The rise of the BJP up to a point should be good news for Mamata, especially since the party seems to be eating into the space of the Left and the Congress in Bengal.
If that is the biggest takeaway from the civic polls, the result also suggests that the BJP's influence remains confined to the hills (largely because of the support of the Gorkha Janmukti Morcha), border areas and some urban centres. This means achieving the critical mass to defeat Trinamul is still a long haul for the ruling party at the Centre.
"This is a victory of the people. Those who had been jumping up and down over the third, fourth, fifth places, I noticed that some got 0.1 per cent (votes), others did not get even one or two seats," Mamata said while she was leaving for Netaji Indoor Stadium to attend the police event.
The barb was aimed at the Opposition parties that faced virtual decimation as the Trinamul juggernaut rolled from Durgapur to Dhupguri. (See chart)
The Opposition cried foul and blamed the one-sided result on alleged large-scale vitiation of the poll process owing to an "inert" state election commission.
Given Trinamul's margins of victory in places like Durgapur and Haldia - in ward 17 in Haldia, the Trinamul candidate bagged 99.2 per cent votes and in ward 39 in Durgapur, the ruling party nominee got 91.56 per cent votes - the Opposition allegation cannot be dismissed outright.
The CPM and the Congress could not reach their supporters to the polling booths in several places.

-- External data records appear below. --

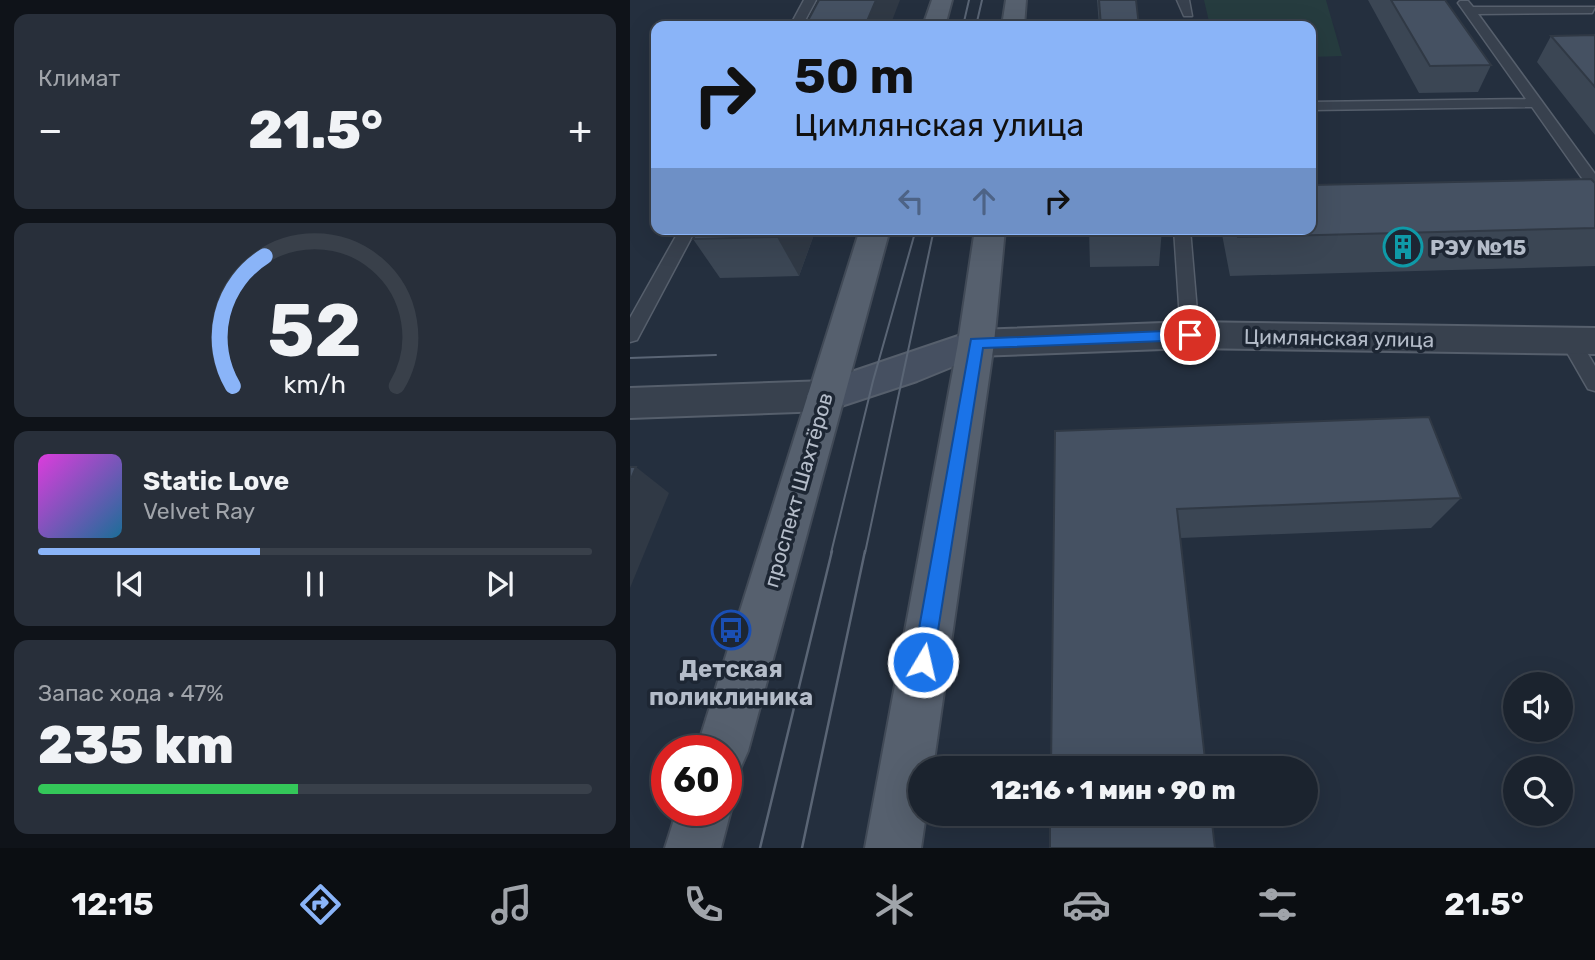 <!DOCTYPE html>
<html lang="ru">
<meta charset="utf-8">
<style>
:root{--surface:#1b232e;--page:#282f3a;--text:#f1f3f6;--muted:#a0a4aa;--line:#39404a;--accent:#8ab4f8}
body{margin:0;font-family:Rubik,sans-serif;background:var(--page);color:var(--text);height:100vh;display:flex;flex-direction:column;font-size:26px;white-space:nowrap}
*{box-sizing:border-box;margin:0}
p{font-size:23px;color:var(--muted)}
.icon{flex:none;width:38px;height:38px;fill:none;stroke:currentColor;stroke-width:2;stroke-linecap:round;stroke-linejoin:round}
.map{position:relative;flex:1;overflow:hidden}
.panel{display:flex;flex-direction:column;gap:14px;padding:14px;background:#0f1319;width:630px}
.panel>*{flex:none}
.banner{position:absolute;left:21px;top:21px;width:665px;height:214px;border-radius:14px;box-shadow:0 7px 28px #0002,0 0 0 2px var(--line);background:#8ab4f8;color:#111;overflow:hidden}
.buttons{position:absolute;left:873px;top:672px;display:grid;gap:14px}
.buttons a{display:grid;place-items:center;width:70px;height:70px;border-radius:50%;background:var(--surface);box-shadow:0 7px 28px #0002,0 0 0 2px var(--line);font-size:35px}
.speed{position:absolute;left:21px;top:735px;display:flex;gap:14px;font-size:35px;font-weight:700;text-align:center}
.speed>*{display:grid;place-content:center;width:91px;height:91px;border-radius:50%;background:var(--surface);box-shadow:0 7px 28px #0002,0 0 0 2px var(--line);line-height:1}
.speed .limit{border:10px solid #d22;background:#fff;color:#111}
.pin{position:absolute;display:grid;place-items:center;width:60px;height:60px;color:#fff;margin:-30px;border:4px solid #fff;border-radius:50%;box-shadow:0 2px 7px #0007}
.me{position:absolute;width:77px;margin:-38px;rotate:9deg;stroke-linejoin:round;filter:drop-shadow(0 0 5px #0008)}
.turn{display:flex;align-items:center;gap:24px;height:147px;padding:0 28px;font-size:32px}
.turn .icon{width:91px;height:91px;stroke-width:2.5}
.turn b{display:block;font-size:49px;line-height:60px}
.lanes{display:flex;align-items:center;height:66px;padding:0 28px;background:#0003;justify-content:center;gap:35px;direction:ltr}
.lanes .off{opacity:.35}
.big{font-size:52px;font-weight:800;line-height:1.1}
.panel .card{flex:1;display:flex;flex-direction:column;justify-content:center;gap:10px;min-width:0;padding:0 24px;border-radius:14px;background:var(--page)}
.panel .dial{align-items:center;gap:0}
.dial svg{height:182px;overflow:visible;fill:none;stroke:var(--line);stroke-width:7;stroke-linecap:round;text-anchor:middle}
.dial text{fill:var(--text);stroke:none}
.song{display:flex;align-items:center;gap:21px}
.cover{width:84px;height:84px;border-radius:10px;background:linear-gradient(135deg,hsl(300 70% 55%),hsl(200 70% 35%))}
.played{height:7px;border-radius:4px;background:linear-gradient(90deg,var(--accent) 40%,var(--line) 40%)}
.keys{display:flex;justify-content:space-around;direction:ltr}
.heat{display:flex;justify-content:space-between;align-items:center;font-size:38px;direction:ltr}
.charge{height:10px;border-radius:5px;background:linear-gradient(90deg,#34c759 47%,var(--line) 0)}
.trip{position:absolute;left:278px;top:756px;width:410px;height:70px;border-radius:35px;background:var(--surface);box-shadow:0 7px 28px #0002,0 0 0 2px var(--line);font-weight:800;line-height:70px;text-align:center}
.tab-bar{display:flex;height:112px;justify-content:space-around;align-items:center;background:#0b0e12;color:var(--muted)}
.tab-bar .icon{width:49px;height:49px}
.tab-bar .active{color:var(--accent)}
.tab-bar b{font-size:32px;color:var(--text)}
main{display:flex;flex:1;min-height:0}
.map>svg:first-child{display:block}
.green{fill:#263c3f}
.lines{fill:none;stroke-linecap:round;stroke-linejoin:round}
.service-casing{stroke:#565f6c;stroke-width:3}
.tertiary-casing{stroke:#565f6c;stroke-width:4}
.secondary-casing{stroke:#565f6c;stroke-width:4}
.primary-casing{stroke:#414a57;stroke-width:4}
.service{fill:#38414e;fill-rule:evenodd}
.tertiary{fill:#38414e;fill-rule:evenodd}
.secondary{fill:#465061;fill-rule:evenodd}
.primary{fill:#56606e;fill-rule:evenodd}
.tram-far1{stroke:#5a6575;stroke-width:2}
.tram{stroke:#5a6575;stroke-width:2.5}
.wall{fill:#3b4654}
.shaded-wall{fill:#303945}
.building{fill:#455162;stroke:#303945;stroke-width:2}
.route{fill:#1a73e8;stroke:#114b97;stroke-width:2}
.labels{text-anchor:middle;dominant-baseline:central;stroke-width:7;stroke-linejoin:round;paint-order:stroke}
.poi-label{font-size:21px;font-weight:bold;fill:#b4bcc9;stroke:#1d2633;text-anchor:start}
.street-label{font-size:21px;fill:#b4bcc9;stroke:#1d2633}
.near-poi-label{font-size:24px;font-weight:bold;fill:#b4bcc9;stroke:#1d2633}
</style>
<main>
<section class="panel">
<div class="card"><p>Климат</p>
<div class="heat"><a>−</a><b class="big">21.5°</b><a>+</a></div>
</div>
<div class="card dial"><svg viewBox="0 0 100 80">
<path d="M14 69A42 42 0 1 1 86 69"/>
<path d="M14 69A42 42 0 0 1 28 12" stroke="#8ab4f8"/>
<text x="50" y="56" font-size="32" font-weight="700">52</text>
<text x="50" y="72" font-size="11">km/h</text>
</svg></div>
<div class="card">
<div class="song"><i class="cover"></i><div><b>Static Love</b><p>Velvet Ray</p></div></div>
<div class="played"></div>
<div class="keys"><svg class="icon" aria-label="previous" viewBox="0 0 24 24"><path d="M18 5L8 12l10 7zM5 5v14"/></svg><svg class="icon" aria-label="pause" viewBox="0 0 24 24"><path d="M8 5v14M16 5v14"/></svg><svg class="icon" aria-label="next" viewBox="0 0 24 24"><path d="M6 5l10 7-10 7zM19 5v14"/></svg></div>
</div>
<div class="card"><p>Запас хода · 47%</p><b class="big">235 km</b><div class="charge"></div></div>
</section>
<div class="map">
<svg width="965" height="848" viewBox="0 0 965 848">
<rect width="100%" height="100%" fill="#242f3e"/>
<path class="green" d="M574,0H696L712,56L681,57V26H580Z"/>
<g class="lines">
<defs>
<g id="service">
<path d="M174,0H186L172,26H160Z"/>
<path d="M547,0H559L562,16H554Z"/>
<path d="M830,1H838L843,7H965L962,13L848,14L965,174V190L959,188L902,107L681,110V102L896,99L828,3Z"/>
<path d="M50,229H66L7,340L0,342V318Z"/>
<path d="M544,229H560L569,335L560,342L551,335Z"/>
<path d="M941,335L948,337L965,366V391L958,389L931,342Z"/>
</g>
<g id="tertiary">
<path d="M560,322L965,328V354L560,348L346,356L334,352L328,343L334,334L346,330Z"/>
<path d="M196,381L209,385L215,396L209,407L196,411L0,418V388Z"/>
</g>
<path id="secondary" d="M346,330L358,334L364,343L358,352L287,381L196,411L183,407L177,396L183,385Z"/>
<g id="primary">
<path d="M302,0H322L315,26H293Z"/>
<path d="M376,0H396L394,26H372Z"/>
<path d="M230,229H260L118,751L110,769L96,775V751H66Z"/>
<path d="M345,229H375L364,343L303,768H290V814H296L291,848H235L328,343Z"/>
<path d="M96,798L101,810L91,848H35L47,810H96Z"/>
</g>
</defs>
<use href="#service" class="service-casing"/>
<use href="#tertiary" class="tertiary-casing"/>
<use href="#secondary" class="secondary-casing"/>
<use href="#primary" class="primary-casing"/>
<use href="#service" class="service"/>
<use href="#tertiary" class="tertiary"/>
<use href="#secondary" class="secondary"/>
<use href="#primary" class="primary"/>
<g class="tram-far1">
<path d="M333,26L339,0"/>
<path d="M346,26L352,0"/>
<path d="M0,358L86,355"/>
<path d="M201,553L243,381L286,229"/>
<path d="M235,553L304,229"/>
</g>
<g class="tram">
<path d="M130,848L202,551"/>
<path d="M172,848L235,551"/>
</g>
</g>
<g class="wall">
<path d="M467,0H506L509,26H469Z"/>
<path d="M738,0H815L861,65L848,92L789,93Z"/>
<path d="M965,35V135L907,62L921,36Z"/>
<path d="M965,183V266L600,276L591,229H681Z"/>
<path d="M68,229H186L169,276L90,278L63,239Z"/>
<path d="M459,229H532L529,266L460,267Z"/>
<path d="M425,431L831,498L801,528L551,538Z"/>
</g>
<g class="shaded-wall">
<path d="M246,0H270L260,26H235Z"/>
<path d="M151,229H186L169,276L147,237Z"/>
<path d="M6,467L39,493L0,588V481Z"/>
</g>
<g class="building">
<path d="M189,0H246L235,26H175Z"/>
<path d="M469,0H506L509,26H471Z"/>
<path d="M761,0H815L861,65L800,66Z"/>
<path d="M965,35V87L921,36Z"/>
<path d="M961,179L965,183V228L608,237L606,229H681V185Z"/>
<path d="M68,229H151L147,237L63,239Z"/>
<path d="M459,229H532V230L459,231Z"/>
<path d="M799,417L831,498L547,509L576,768H421L425,431Z"/>
<path d="M0,467H6L0,481Z"/>
<path d="M420,814H581L585,848H420Z"/>
</g>
<path class="route" d="M560,330L567,335L560,340L353,348L303,662L301,669L293,672L286,669L283,662L341,339Z"/>
<defs>
<symbol id="building-ring" viewBox="-11 -11 22 22"><circle r="9.5" fill="#1d2633" stroke="#0f9aa8" stroke-width="1.5"/><path d="M-4-6H4V6H1V3H-1V6H-4ZM-2.5-4.3h1.7v1.8h-1.7ZM.8-4.3h1.7v1.8H.8ZM-2.5-1h1.7V.8h-1.7ZM.8-1h1.7V.8H.8Z" fill="#0f9aa8"/></symbol>
<symbol id="bus-ring" viewBox="-11 -11 22 22"><circle r="9.5" fill="#1d2633" stroke="#1a4fb4" stroke-width="1.5"/><path d="M-5-6H5V4H4V6H2V4H-2V6H-4V4H-5ZM-3.5-4V0h7V-4ZM-3.5 1.2v1.5H-2V1.2ZM2 1.2v1.5H3.5V1.2Z" fill="#1a4fb4"/></symbol>
</defs>
<g fill-rule="evenodd">
<use href="#building-ring" x="751" y="225" width="44" height="44"/>
<use href="#bus-ring" x="79" y="608" width="44" height="44"/>
</g>
<g class="labels">
<g class="poi-label">
<text x="800" y="247">РЭУ №15</text>
</g>
<g class="street-label">
<text transform="translate(709 338) rotate(1)">Цимлянская улица</text>
<text transform="translate(168 490) rotate(-74)">проспект Шахтёров</text>
</g>
<g class="near-poi-label">
<text x="101" y="669">Детская<tspan x="101" dy="28">поликлиника</tspan></text>
</g>
</g>
</svg>
<div class="buttons">
<a><svg class="icon" aria-label="sound" viewBox="0 0 24 24"><path d="M4 9h4l5-4v14l-5-4H4zM17 9q2 3 0 6"/></svg></a>
<a><svg class="icon" aria-label="search" viewBox="0 0 24 24"><circle cx="10" cy="10" r="6"/><path d="M15 15l6 6"/></svg></a>
</div>
<div class="speed"><div class="limit">60</div></div>
<div class="pin" style="left:560px;top:335px;background:#d93025"><svg class="icon" aria-label="arrive" viewBox="0 0 24 24"><path d="M6 21V4h12l-3 4 3 4H6"/></svg></div>
<svg class="me" style="left:293px;top:662px" viewBox="-20 -20 40 40"><circle r="17" fill="#1a73e8" stroke="#fff" stroke-width="3"/><path d="M0-11L8 9 0 5-8 9z" fill="#fff"/></svg>
<div class="trip">12:16 · 1 мин · 90 m</div>
<div class="banner">
<div class="turn"><svg class="icon" aria-label="right" viewBox="0 0 24 24"><path d="M7 20v-9h11M14 6l5 5-5 5"/></svg><div><b>50 m</b>Цимлянская улица</div></div>
<div class="lanes"><svg class="icon off" aria-label="left" viewBox="0 0 24 24"><path d="M17 20v-9H6M10 6l-5 5 5 5"/></svg><svg class="icon off" aria-label="ahead" viewBox="0 0 24 24"><path d="M12 20V5M6 11l6-6 6 6"/></svg><svg class="icon" aria-label="right" viewBox="0 0 24 24"><path d="M7 20v-9h11M14 6l5 5-5 5"/></svg></div>
</div>
</div>
</main>
<nav class="tab-bar">
<b>12:15</b>
<svg class="icon active" aria-label="directions" viewBox="0 0 24 24"><path d="M12 3l9 9-9 9-9-9zM9 14v-3h6M13 9l2 2-2 2"/></svg>
<svg class="icon" aria-label="music" viewBox="0 0 24 24"><path d="M9 18V5l10-2v13"/><circle cx="6" cy="18" r="3"/><circle cx="16" cy="16" r="3"/></svg>
<svg class="icon" aria-label="phone" viewBox="0 0 24 24"><path d="M5 4h4l2 5-3 2q2 4 5 5l2-3 5 2v4C11 20 4 13 5 4z"/></svg>
<svg class="icon" aria-label="climate" viewBox="0 0 24 24"><path d="M12 3v18M4 7l16 10M4 17L20 7"/></svg>
<svg class="icon" aria-label="car" viewBox="0 0 24 24"><path d="M5 17H2v-5l4-1 3-4h7l3 4 3 1v5h-3M9 17h6M6 11h13"/><circle cx="7" cy="17" r="2"/><circle cx="17" cy="17" r="2"/></svg>
<svg class="icon" aria-label="filters" viewBox="0 0 24 24"><path d="M4 7h16M4 17h16"/><circle cx="9" cy="7" r="2"/><circle cx="15" cy="17" r="2"/></svg>
<b>21.5°</b>
</nav>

An exception was the BJP at Dhupguri in Jalpaiguri and Buniadpur in South Dinajpur, from where the number of complaints was fewer than that from the other civic bodies.
"The conditions were the same for all the Opposition parties but it seems only the BJP could take on, at least in some places, the might of Trinamul," said political scientist Biswanath Chakraborty.
Although the BJP got only six seats - 4 per cent of the number of wards - its state leaders were ecstatic. State BJP president Dilip Ghosh was quick to claim that his party had emerged as the "main Opposition" in Bengal now "despite vote loot by Trinamul".
Preliminary calculations put the BJP's vote share in the seven civic bodies at 18.08 per cent. But the figure - arrived through a method of average - does not capture the party's stellar show in Dhupguri (41.7 per cent) and Buniadpur (27.9 per cent). In Panskura, in south Bengal, the BJP has got 16.9 per cent votes.
The other two civic bodies that voted were Cooper's Camp in Nadia and Nalhati in Birbhum.
"It seems that the plank of polarisation is working in parts of north Bengal, which is good news for the BJP.... They are not only getting the support of the GJM, the tribal communities also seem to be rallying around the saffron camp," said Chakraborty.
Given Bengal's demography - with nearly 30 per cent Muslim voters - the BJP's rise by penetrating into other Opposition parties' support base is the most favourable political development for Mamata.
However, over the past year or so, the BJP has managed to turn adversity into advantage and gained from splits in the ruling parties in other states. "Wait for some more time and you will see Trinamul leaders making a beeline for us," said a BJP insider, recalling the party's pledge to unseat Mamata by 2021.
Such possibilities - inorganic growth in corporate parlance - still seem to be distant in a party built around the cult of Mamata.
The other route - organic growth - is equally, if not more, difficult.
"Mamata's biggest success is creating a client-patron relationship with the voters by showering benefits and doles.... The BJP has to dangle an alternative to that and also deliver to win over the voters," said Chakraborty.
Team Narendra Modi-Amit Shah has a tough task cut out for them.